De Vorzon was born to a musical family in New York City. His father was singer and violinist Jules De Vorzon. His family moved to Palm Springs, California when he was a teenager.

=== Songwriting ===
De Vorzon's earliest hit compositions were "Just Married" (1958), written with Al Allen and recorded by Marty Robbins, which reached number 26 on Billboard magazine's Hot 100 chart and number one on the Country chart; and "Dreamin'" (1960), written with Ted Ellis, recorded by Johnny Burnette, and charting at number 11 on the Hot 100. Dorsey Burnette (whom he was managing) and De Vorzon co-wrote several of Dorsey's hits ("Hey, Little One"; "Big Rock Candy Mountain"; "Red Roses"; "Noah's Ark").

De Vorzon co-founded Valiant Records with publishing associate Billy Sherman in 1960. During the 1960s, he signed the Association to Valiant, and produced its first single, a cover of the Bob Dylan tune "One Too Many Mornings".

De Vorzon wrote "I Wonder What She's Doing Tonight" for the Cascades, but the group did not record it.
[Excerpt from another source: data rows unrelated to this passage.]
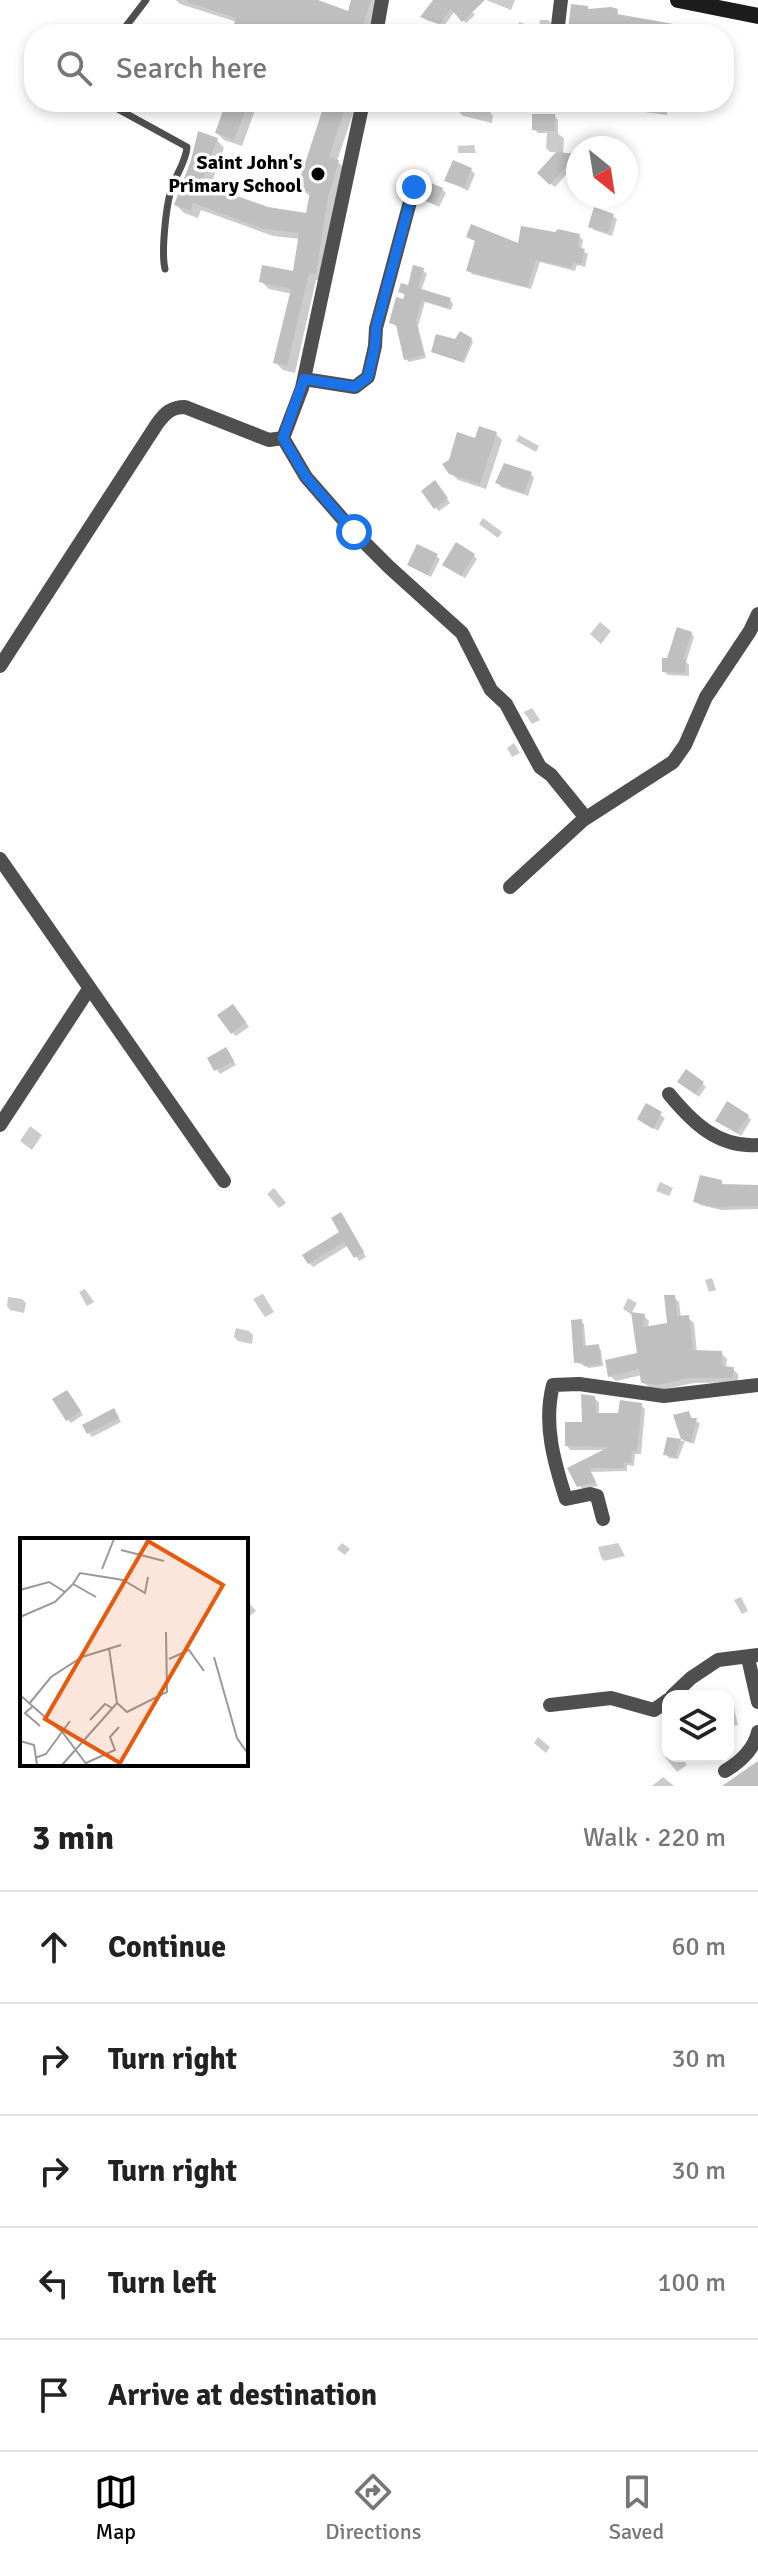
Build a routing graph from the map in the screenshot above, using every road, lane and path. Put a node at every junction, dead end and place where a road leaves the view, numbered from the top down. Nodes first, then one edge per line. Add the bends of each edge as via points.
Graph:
1 (146, 0) edge
2 (382, 0) edge
3 (561, 0) edge
4 (678, 0) edge
5 (758, 16) edge
6 (128, 24) edge
7 (378, 24) edge
8 (558, 24) edge
9 (123, 112) edge
10 (361, 112) edge
11 (414, 187) dead end
12 (165, 269) dead end
13 (304, 379) junction
14 (283, 438) junction
15 (758, 614) edge
16 (0, 666) edge
17 (586, 818) junction
18 (0, 859) edge
19 (510, 887) dead end
20 (89, 989) junction
21 (669, 1094) dead end
22 (0, 1125) edge
23 (758, 1145) edge
24 (224, 1181) dead end
25 (758, 1385) edge
26 (603, 1519) dead end
27 (753, 1656) edge
28 (678, 1690) edge
29 (758, 1702) edge
30 (662, 1704) edge
31 (550, 1705) dead end
32 (758, 1732) edge
33 (725, 1771) dead end

1 - 6 lane
2 - 7 street
3 - 8 street
4 - 5 street
9 - 12 lane via 187,147 170,193
10 - 13 street
11 - 13 street via 368,377 355,387
13 - 14 street
14 - 16 street via 269,440 185,407 169,410
14 - 17 street via 306,477 354,532 462,633 540,767
15 - 17 street via 673,762
17 - 19 street
18 - 20 street
20 - 22 street
20 - 24 street
21 - 23 street via 691,1120 722,1141
25 - 26 street via 664,1396 553,1385 550,1435 566,1499 597,1496
27 - 28 street via 718,1660
27 - 29 street
30 - 31 street via 654,1710 611,1698
32 - 33 street via 740,1762

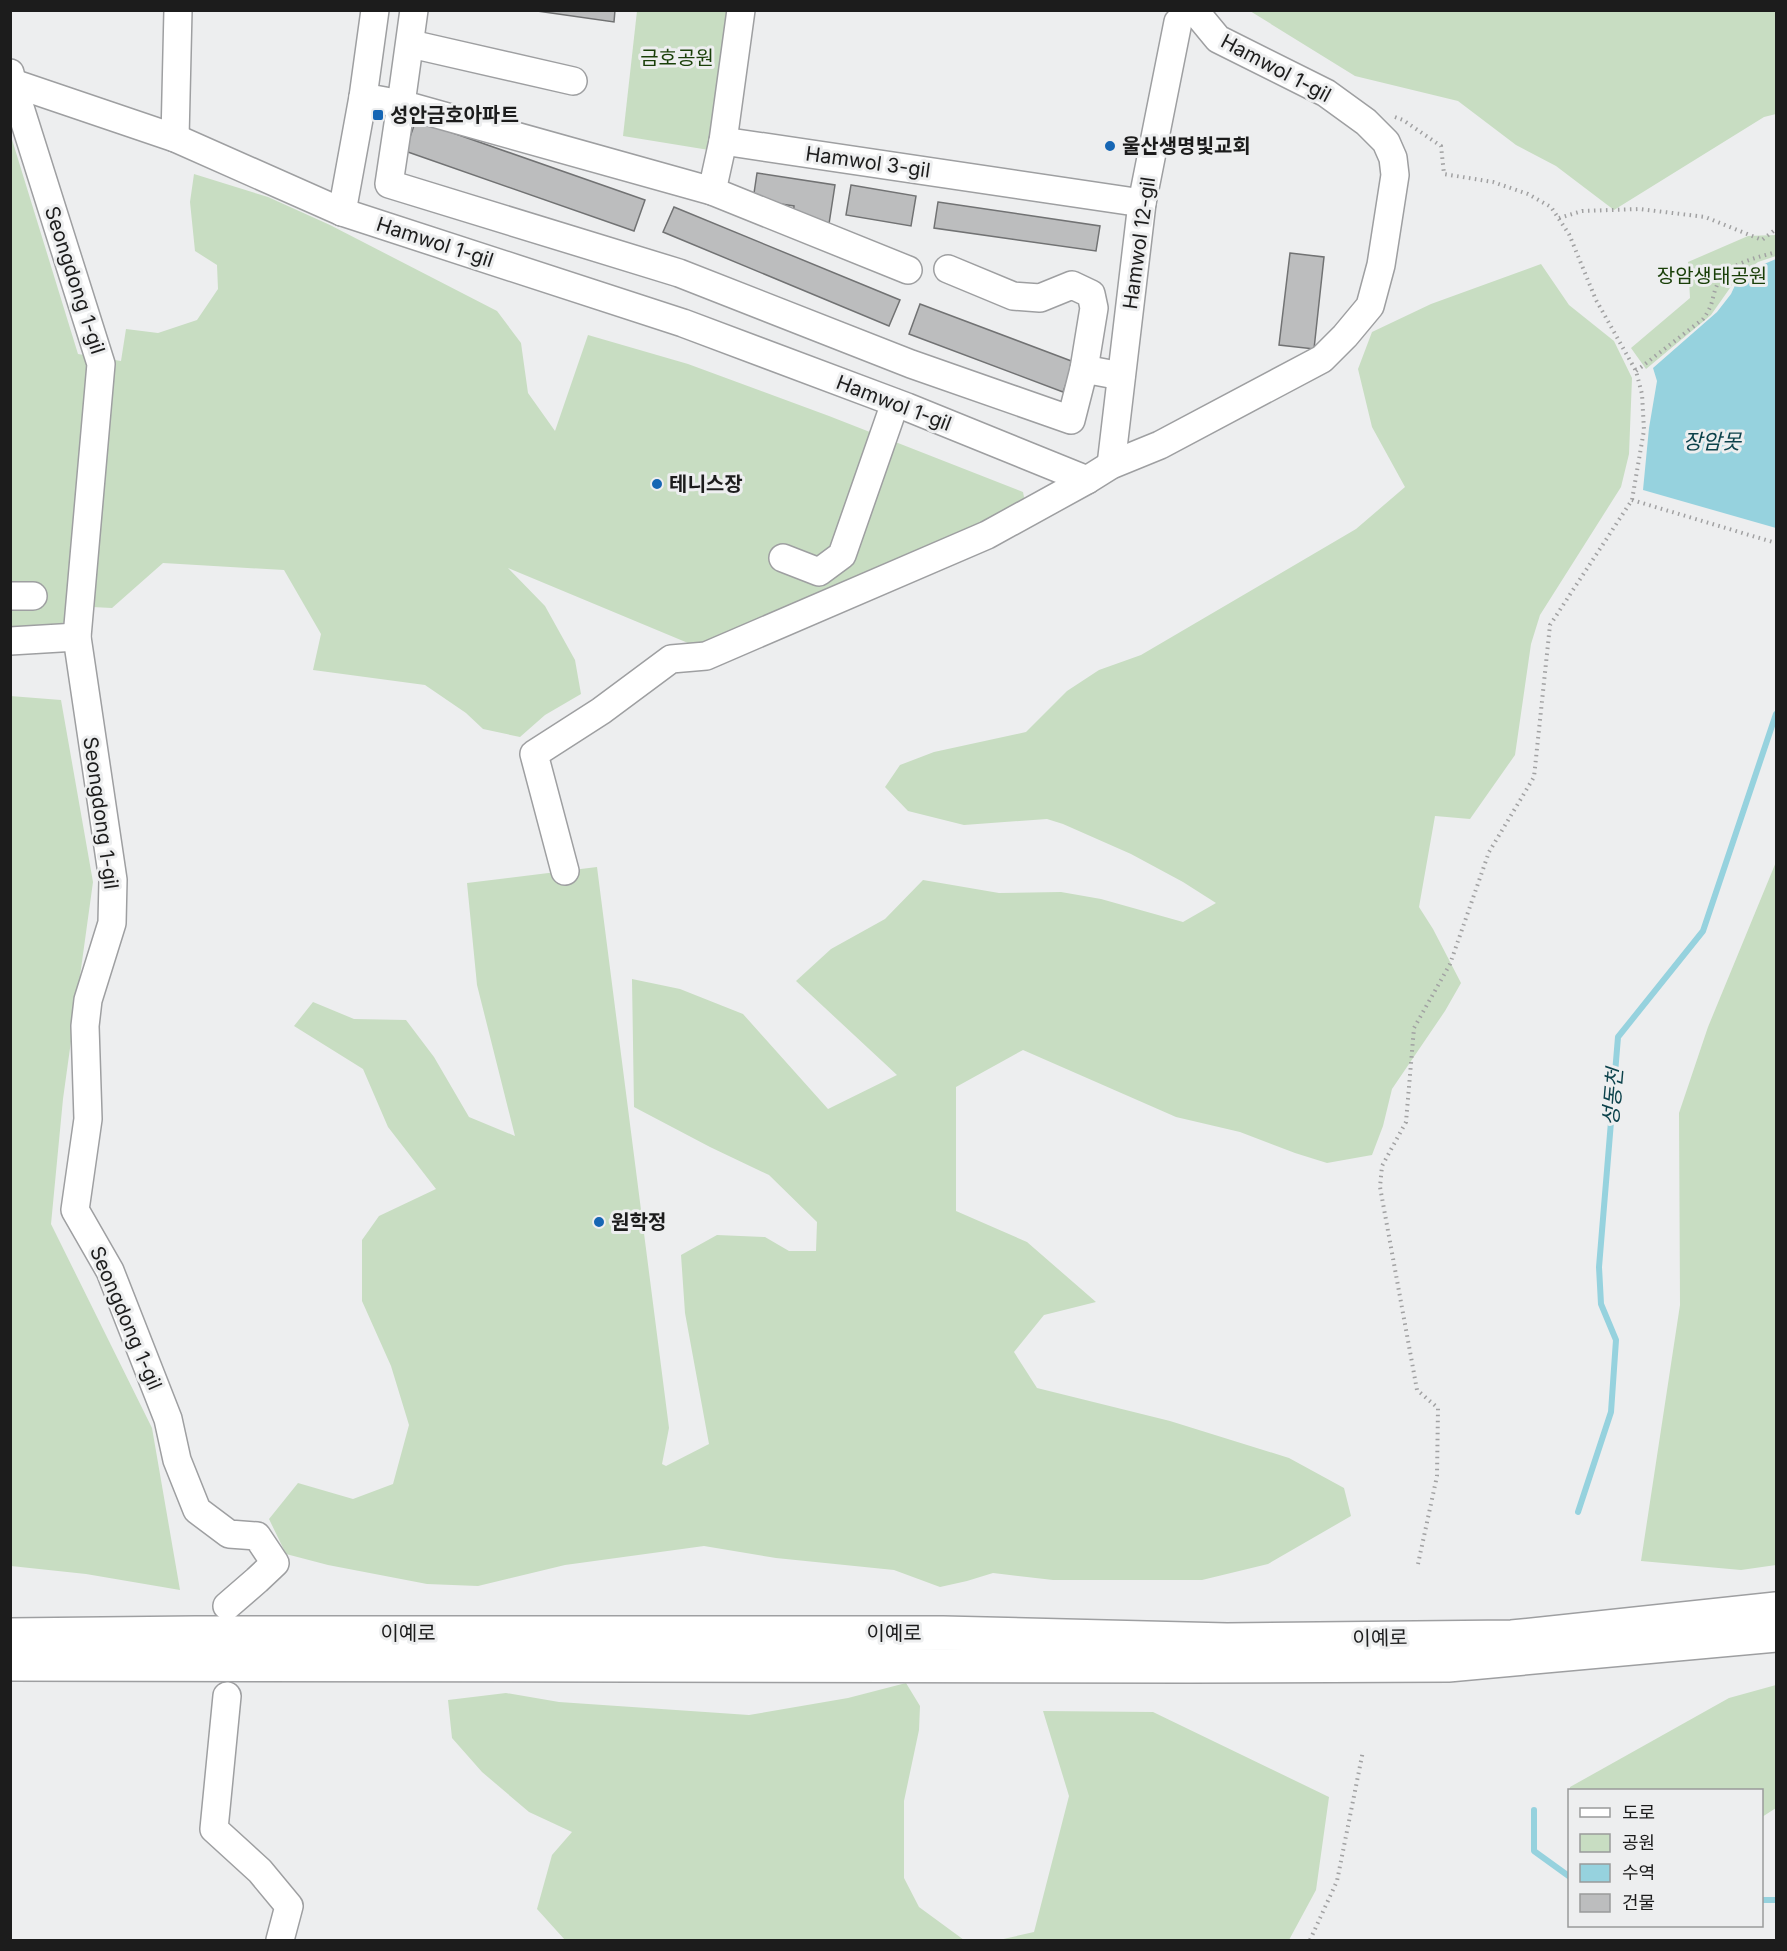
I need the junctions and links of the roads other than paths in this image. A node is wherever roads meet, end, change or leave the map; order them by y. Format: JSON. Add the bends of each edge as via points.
{"nodes":[{"id":1,"x":178,"y":10,"type":"edge"},
{"id":2,"x":375,"y":10,"type":"edge"},
{"id":3,"x":414,"y":10,"type":"edge"},
{"id":4,"x":741,"y":10,"type":"edge"},
{"id":5,"x":1186,"y":15,"type":"edge"},
{"id":6,"x":411,"y":44,"type":"junction"},
{"id":7,"x":11,"y":79,"type":"edge"},
{"id":8,"x":573,"y":81,"type":"dead end"},
{"id":9,"x":363,"y":97,"type":"junction"},
{"id":10,"x":401,"y":104,"type":"junction"},
{"id":11,"x":175,"y":138,"type":"junction"},
{"id":12,"x":723,"y":141,"type":"junction"},
{"id":13,"x":712,"y":191,"type":"junction"},
{"id":14,"x":1142,"y":203,"type":"junction"},
{"id":15,"x":342,"y":212,"type":"junction"},
{"id":16,"x":948,"y":269,"type":"dead end"},
{"id":17,"x":908,"y":270,"type":"dead end"},
{"id":18,"x":1084,"y":369,"type":"junction"},
{"id":19,"x":1121,"y":376,"type":"junction"},
{"id":20,"x":895,"y":403,"type":"junction"},
{"id":21,"x":1111,"y":465,"type":"junction"},
{"id":22,"x":1087,"y":480,"type":"junction"},
{"id":23,"x":783,"y":558,"type":"dead end"},
{"id":24,"x":77,"y":637,"type":"junction"},
{"id":25,"x":10,"y":641,"type":"edge"},
{"id":26,"x":565,"y":871,"type":"dead end"},
{"id":27,"x":226,"y":1606,"type":"dead end"},
{"id":28,"x":1776,"y":1609,"type":"edge"},
{"id":29,"x":10,"y":1635,"type":"edge"},
{"id":30,"x":1776,"y":1635,"type":"edge"},
{"id":31,"x":10,"y":1664,"type":"edge"},
{"id":32,"x":227,"y":1696,"type":"dead end"},
{"id":33,"x":280,"y":1941,"type":"edge"}],
"edges":[{"from":1,"to":11,"type":"street"},
{"from":2,"to":9,"type":"street"},
{"from":3,"to":6,"type":"street"},
{"from":4,"to":12,"type":"street"},
{"from":5,"to":14,"type":"street","name":"Hamwol 12-gil"},
{"from":5,"to":21,"type":"street","name":"Hamwol 1-gil","via":[[1218,39],[1326,93],[1386,142],[1395,175],[1381,265],[1370,306],[1322,359],[1160,445]]},
{"from":6,"to":8,"type":"street"},
{"from":6,"to":10,"type":"street"},
{"from":7,"to":11,"type":"street","name":"Hamwol 1-gil"},
{"from":7,"to":24,"type":"street","name":"Seongdong 1-gil","via":[[101,364]]},
{"from":9,"to":10,"type":"street"},
{"from":9,"to":15,"type":"street"},
{"from":10,"to":13,"type":"street"},
{"from":10,"to":18,"type":"street","via":[[388,184],[680,273],[911,364],[1071,420]]},
{"from":11,"to":15,"type":"street","name":"Hamwol 1-gil"},
{"from":12,"to":13,"type":"street"},
{"from":12,"to":14,"type":"street","name":"Hamwol 3-gil"},
{"from":13,"to":17,"type":"street"},
{"from":14,"to":19,"type":"street","name":"Hamwol 12-gil"},
{"from":15,"to":20,"type":"street","name":"Hamwol 1-gil","via":[[682,323]]},
{"from":16,"to":18,"type":"street","via":[[1013,296],[1040,298],[1072,285],[1091,294],[1094,308]]},
{"from":18,"to":19,"type":"street"},
{"from":19,"to":21,"type":"street","name":"Hamwol 12-gil"},
{"from":20,"to":22,"type":"street","name":"Hamwol 1-gil"},
{"from":20,"to":23,"type":"street","via":[[842,555],[819,572]]},
{"from":21,"to":22,"type":"street","name":"Hamwol 1-gil"},
{"from":22,"to":26,"type":"street","via":[[987,535],[706,656],[670,659],[601,711],[534,754]]},
{"from":24,"to":25,"type":"street"},
{"from":24,"to":27,"type":"street","name":"Seongdong 1-gil","via":[[113,880],[112,924],[88,999],[88,1119],[75,1210],[110,1271],[168,1419],[177,1460],[197,1510],[229,1534],[257,1536],[275,1563]]},
{"from":28,"to":29,"type":"highway","name":"이예로","via":[[1512,1637],[1227,1640],[943,1633]]},
{"from":30,"to":31,"type":"highway","name":"이예로","via":[[1448,1665]]},
{"from":32,"to":33,"type":"street","via":[[214,1829],[260,1871],[289,1906]]}]}
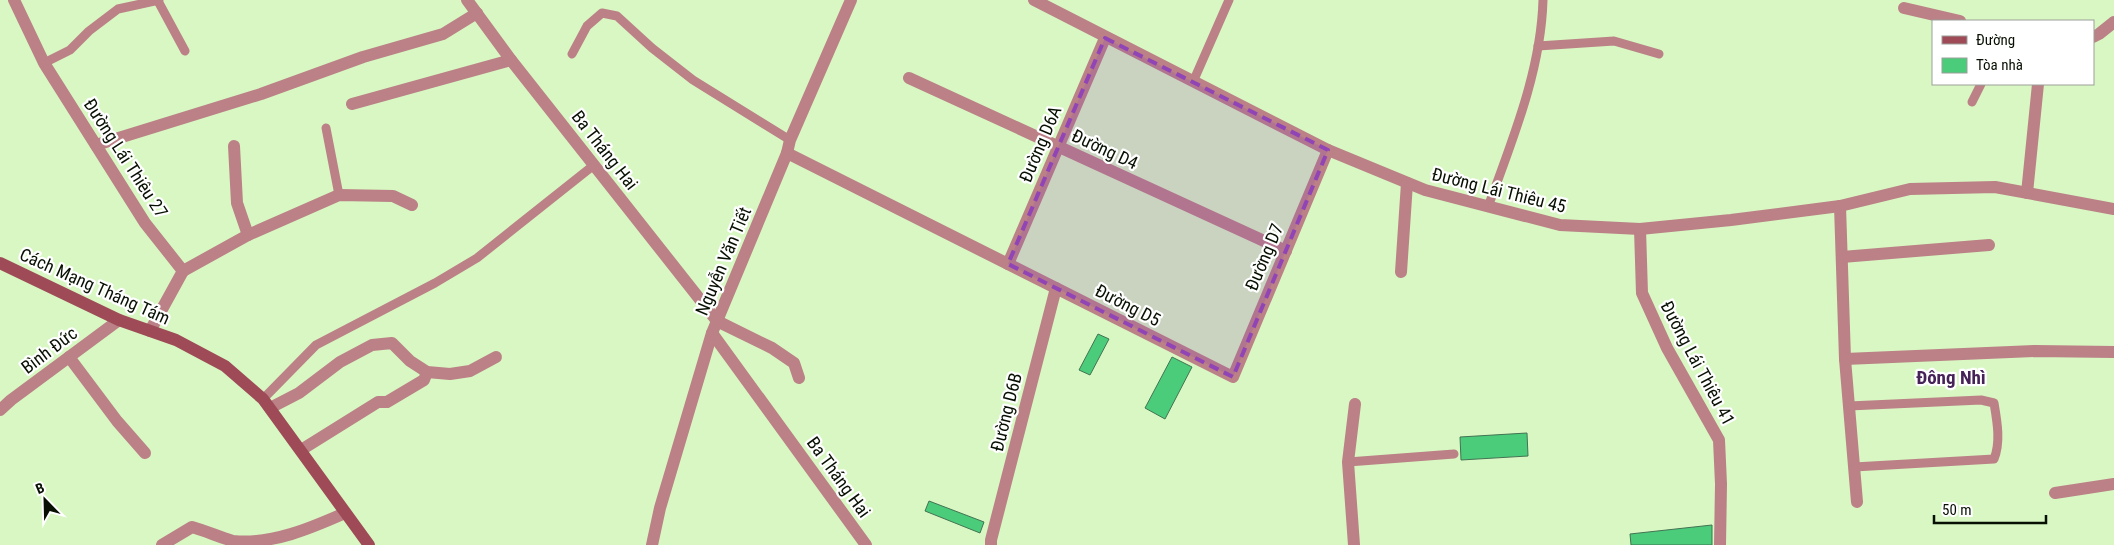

In 1963, De Vorzon made his own recording of the song with his group Barry & the Tamerlanes. Also in 1963 he co-wrote the ballad "Shy Girl", which was recorded by The Cascades.

De Vorzon wrote the tune "Girls" for Johnny Burnette. It reached No. 37 in the UK 1961 charts.

=== Film and television scores ===
He composed the soundtracks to many 1970s and 1980s films, and one of the tunes, "Cotton's Dream" (from Bless the Beasts and Children) was retitled "Nadia's Theme" and re-released by A&M Records for the television soap opera The Young and the Restless. "Nadia's Theme" hit No. 8 on the US Top 40 in 1976 and the album from which it was taken peaked at No. 42 on the Billboard 200; in 1977, it won a Grammy Award for Best Instrumental Arrangement. The main title song, "Bless the Beasts and Children," was recorded by the Carpenters and received an Academy Award nomination.

De Vorzon composed the tune "It's Christmas Once Again in Santa Barbara," which was re-recorded with various other city names, such as San Francisco and San Diego. He also wrote the "Theme from S.W.A.T." and co-wrote the Eagles' hit "In the City" with Joe Walsh. In 1979 he wrote the music for the movie The Warriors.

De Vorzon was one of the developers of the MasterWriter creative software for songwriters and lyricists.

==Soundtracks==

- R. P. M. (1970) (with Perry Botkin Jr.)
- Bless the Beasts and Children (1971)
- Dillinger (1973)
- Cooley High (1975)
- Hard Times (1975)
- SWAT (1975)
- Bobbie Jo and the Outlaw (1976)
- Rolling Thunder (1977)
- The Ninth Configuration (1978)
- The Warriors (1979)
- Private Benjamin (1980)
- The Comeback Kid (1980)
- Xanadu (1980)
- Simon & Simon (1981)
- Tattoo (1981)
- Looker (1981)
- Jekyll and Hyde... Together Again (1982)
- Mr. Mom (1983)
- V: The Final Battle (1984)
- Mischief (1985)
- Stick (1985)
- The Belarus File (1985)
- Night of the Creeps (1986)
- The Exorcist III (1990)

== Awards and nominations ==
- Won the 1978 Grammy for Best Instrumental Arrangement, for "Nadia's Theme (The Young and the Restless)".
- Nominated for a 1972 Academy Award for "Bless the Beasts and Children".
- Won six Emmys.
- Received several other nominations.